Trivellazioni petrolifere in mare Primo dietrofront del governo
La mobilitazione sta dando i suoi frutti. «Ombrina mare» e altri impianti di estrazione petrolifera entro le 12 miglia in Adriatico, a meno di colpi di scena, non vedranno mai la luce.
Un emendamento presentato dal governo alla legge di stabilità ripristina tale limite per le trivelle e, di fatto, segna un primo successo nella lotta alla deriva petrolifera in Italia.
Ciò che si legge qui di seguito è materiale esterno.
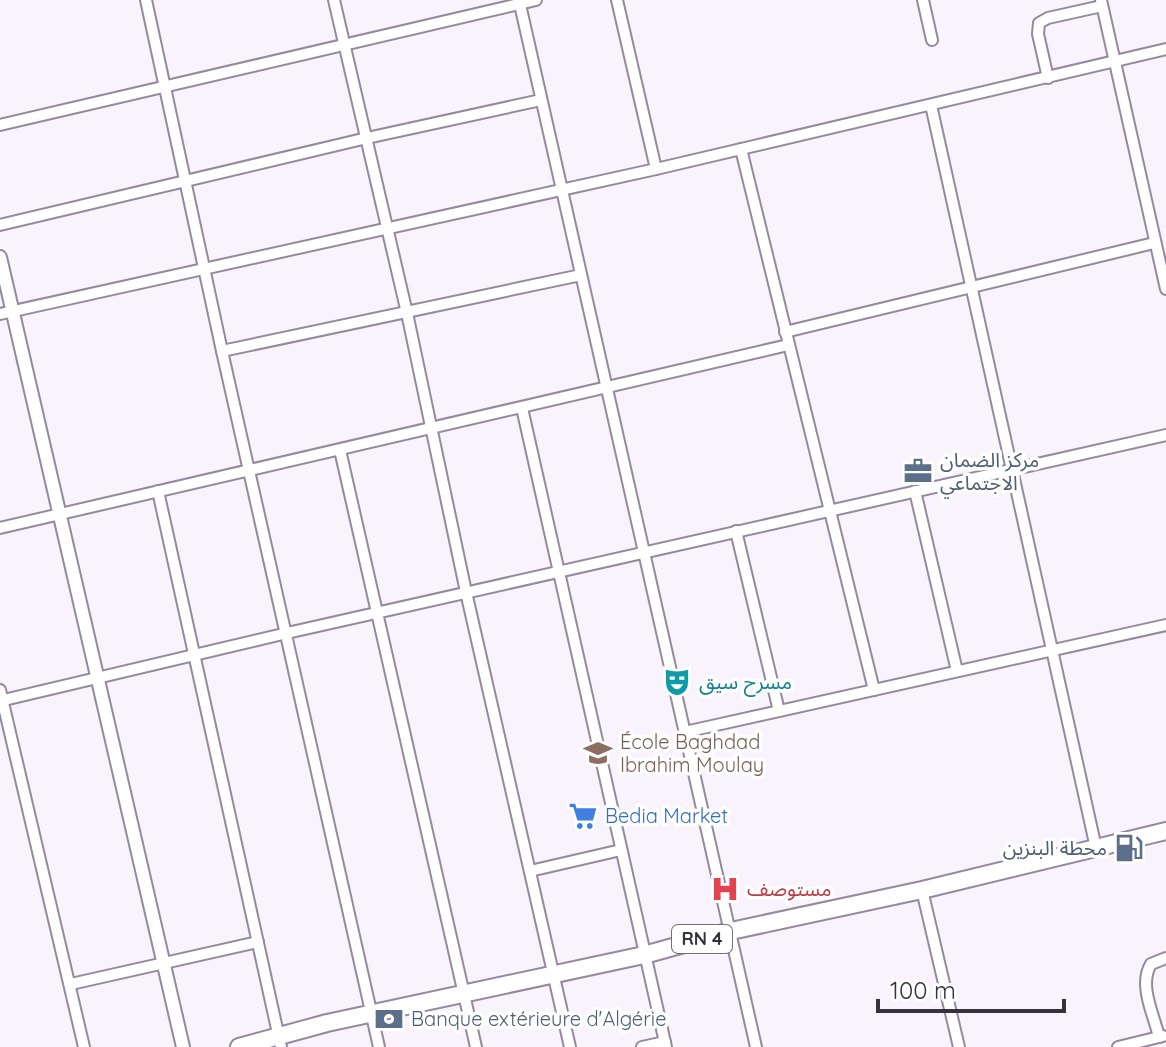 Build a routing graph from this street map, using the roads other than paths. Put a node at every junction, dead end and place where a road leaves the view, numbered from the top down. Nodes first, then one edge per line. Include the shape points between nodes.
1 (146, 0) edge
2 (334, 0) edge
3 (536, 0) edge
4 (617, 0) edge
5 (923, 0) edge
6 (519, 2) edge
7 (1101, 3) edge
8 (932, 40) dead end
9 (345, 46) junction
10 (1166, 49) edge
11 (1114, 61) junction
12 (1048, 78) junction
13 (167, 88) junction
14 (541, 100) junction
15 (931, 105) junction
16 (0, 125) edge
17 (367, 138) junction
18 (741, 149) junction
19 (656, 169) junction
20 (187, 182) junction
21 (562, 191) junction
22 (0, 225) edge
23 (387, 229) junction
24 (1154, 243) junction
25 (0, 257) edge
26 (205, 270) junction
27 (581, 275) junction
28 (972, 285) junction
29 (1166, 289) edge
30 (6, 313) edge
31 (407, 313) junction
32 (785, 332) junction
33 (788, 345) junction
34 (222, 351) junction
35 (607, 387) junction
36 (522, 408) junction
37 (431, 430) junction
38 (1166, 435) edge
39 (340, 450) junction
40 (1013, 468) junction
41 (249, 471) junction
42 (158, 491) junction
43 (915, 491) junction
44 (832, 510) junction
45 (61, 514) junction
46 (0, 528) edge
47 (736, 531) junction
48 (643, 552) junction
49 (559, 571) junction
50 (466, 592) junction
51 (376, 612) junction
52 (1166, 625) edge
53 (287, 633) junction
54 (1053, 650) junction
55 (196, 654) junction
56 (957, 671) junction
57 (98, 677) junction
58 (874, 690) junction
59 (1, 697) edge
60 (779, 711) junction
61 (685, 732) junction
62 (1166, 831) edge
63 (1096, 848) junction
64 (621, 850) junction
65 (530, 871) junction
66 (922, 890) junction
67 (731, 931) junction
68 (258, 942) junction
69 (644, 955) junction
70 (1166, 958) edge
71 (164, 963) junction
72 (553, 973) junction
73 (71, 984) junction
74 (464, 992) junction
75 (371, 1013) junction
76 (1163, 1036) edge
77 (280, 1042) edge
78 (666, 1044) edge
79 (84, 1047) edge
80 (183, 1047) edge
81 (239, 1047) edge
82 (379, 1047) edge
83 (476, 1047) edge
84 (570, 1047) edge
85 (642, 1047) edge
86 (756, 1047) edge
87 (959, 1047) edge
88 (1118, 1047) edge

1 - 13 street
2 - 9 street
3 - 6 street
4 - 19 street
5 - 8 street
6 - 9 street
6 - 14 street
7 - 11 street
7 - 12 street via 1039,23
9 - 13 street
9 - 17 street
10 - 11 street
11 - 12 street
11 - 24 street
12 - 15 street
13 - 16 street
13 - 20 street
14 - 17 street
14 - 21 street
15 - 18 street
15 - 28 street
17 - 20 street
17 - 23 street
18 - 19 street
18 - 32 street
19 - 21 street
20 - 22 street
20 - 26 street
21 - 23 street
21 - 27 street
23 - 26 street
23 - 31 street
24 - 28 street
24 - 29 street
25 - 30 street
26 - 30 street
26 - 34 street
27 - 31 street
27 - 35 street
28 - 32 street
28 - 40 street
30 - 45 street
31 - 34 street
31 - 37 street
32 - 33 street
33 - 35 street
33 - 44 street
34 - 41 street
35 - 36 street
35 - 48 street
36 - 37 street
36 - 49 street
37 - 39 street
37 - 50 street
38 - 40 street
39 - 41 street
39 - 51 street
40 - 43 street
40 - 54 street
41 - 42 street
41 - 53 street
42 - 45 street
42 - 55 street
43 - 44 street
43 - 56 street
44 - 47 street
44 - 58 street
45 - 46 street
45 - 57 street
47 - 48 street
47 - 60 street
48 - 49 street
48 - 61 street
49 - 50 street
49 - 64 street
50 - 51 street
50 - 65 street
51 - 53 street
51 - 74 street
52 - 54 street
53 - 55 street
53 - 75 street
54 - 56 street
54 - 63 street
55 - 57 street
55 - 68 street
56 - 58 street
57 - 59 street
57 - 71 street
58 - 60 street
59 - 73 street
60 - 61 street
61 - 67 street
62 - 63 main road, RN 4
63 - 66 main road, RN 4
64 - 65 street
64 - 69 street
65 - 72 street
66 - 67 main road, RN 4
66 - 87 street
67 - 69 main road, RN 4
67 - 86 street
68 - 71 street
68 - 77 street
69 - 72 main road, RN 4
69 - 78 street
70 - 76 street via 1151,964 1146,976
71 - 73 street
71 - 80 street
72 - 74 main road, RN 4
72 - 84 street
73 - 79 street
74 - 75 main road, RN 4
74 - 83 street
75 - 77 main road, RN 4
75 - 82 street
76 - 88 street
77 - 81 main road, RN 4
78 - 85 street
Nel caso specifico, salvaguarda le coste dell’Abruzzo e del vicino Molise, due regioni dove, negli ultimi mesi, sono state molteplici le iniziative di protesta contro il progetto di coltivazione di idrocarburi liquidi e gassosi della Rockhopper. Tra l’altro previsto a due passi da un parco marino in attesa di essere ratificato da Roma.
L’emendamento, spiega una nota delle associazioni confluite nel «Coordinamento No Ombrina», prevede il ripristino del divieto delle 12 miglia facendo salvi solo i titoli abilitativi già rilasciati.
«Ombrina, ad oggi, non ha la concessione di coltivazione non essendo stato pubblicato il decreto sul bollettino dell’Unmig, il Bollettino ufficiale per gli idrocarburi e le georisorse. È, quindi, una vera e propria corsa contro il tempo».
Il testo introdotto ferma l’impianto di Ombrina mare, previsto al largo delle coste abruzzesi e da anni al centro di proteste e mobilitazioni popolari in tutta la regione e in Molise. Iniziative sfociate anche nei sei quesiti referendari sul tema richiesti da dieci Regioni a cui la Cassazione ha dato il via libera il 28 novembre.
«L’emendamento della maggioranza alla legge di stabilità è una buona notizia per gli abruzzesi e tutti gli italiani - commenta il deputato del Movimento 5 Stelle Gianluca Vacca - A meno di colpi di scena dell’ultimo minuto la storia di Ombrina nei prossimi giorni potrebbe considerarsi chiusa. È l’ennesima dimostrazione che le lotte di territorio e della popolazione non possono restare inascoltate per sempre».
Sul testo il Coordinamento No Ombrina fa notare che «un aspetto negativo riguarda l’abrogazione della previsione del cosiddetto Piano delle aree, inserito a ottobre 2014 nel passaggio in Parlamento per la conversione in legge dello Sblocca Italia», una norma, sottolinea ancora il sodalizio, «scritta male perché affidava al ministero dello sviluppo economico il potere di approvare il Piano senza l’accordo con le Regioni e gli enti locali».
Le associazioni che per anni si sono battute per tutelare le coste annunciano che «la lotta continuerà anche per i progetti collegati agli idrocarburi fuori le 12 miglia e in terraferma, visto che tutti gli scienziati considerano ormai indispensabile lasciare gli idrocarburi nel sottosuolo» e attendono «gli esiti del confronto parlamentare, comunque pronte a ogni ulteriore mobilitazione».
Nel 2015 diverse manifestazioni di piazza avevano sollecitato il governo a tornare sui propri passi in tema di trivelle: in 60.000 avevano marciato in corteo a Lanciano (Chieti), in tanti hanno protestato a L’Aquila durante la visita del premier Renzi ad agosto, a Roma in centinaia, compresi esponenti di enti locali, avevano sfilato a novembre sotto al Ministero durante una riunione della Conferenza dei servizi poi rinviata.
A margine della recente Conferenza di Parigi sui mutamenti climatici, Roma aveva fra l’altro siglato con altri Paesi una dichiarazione di intenti per il superamento delle energie da fonti fossili, il che, avevano osservato in molti, rende ancora più evidente la contraddizione con la scelta di favorire investimenti nel settore petrolifero nei mari italiani.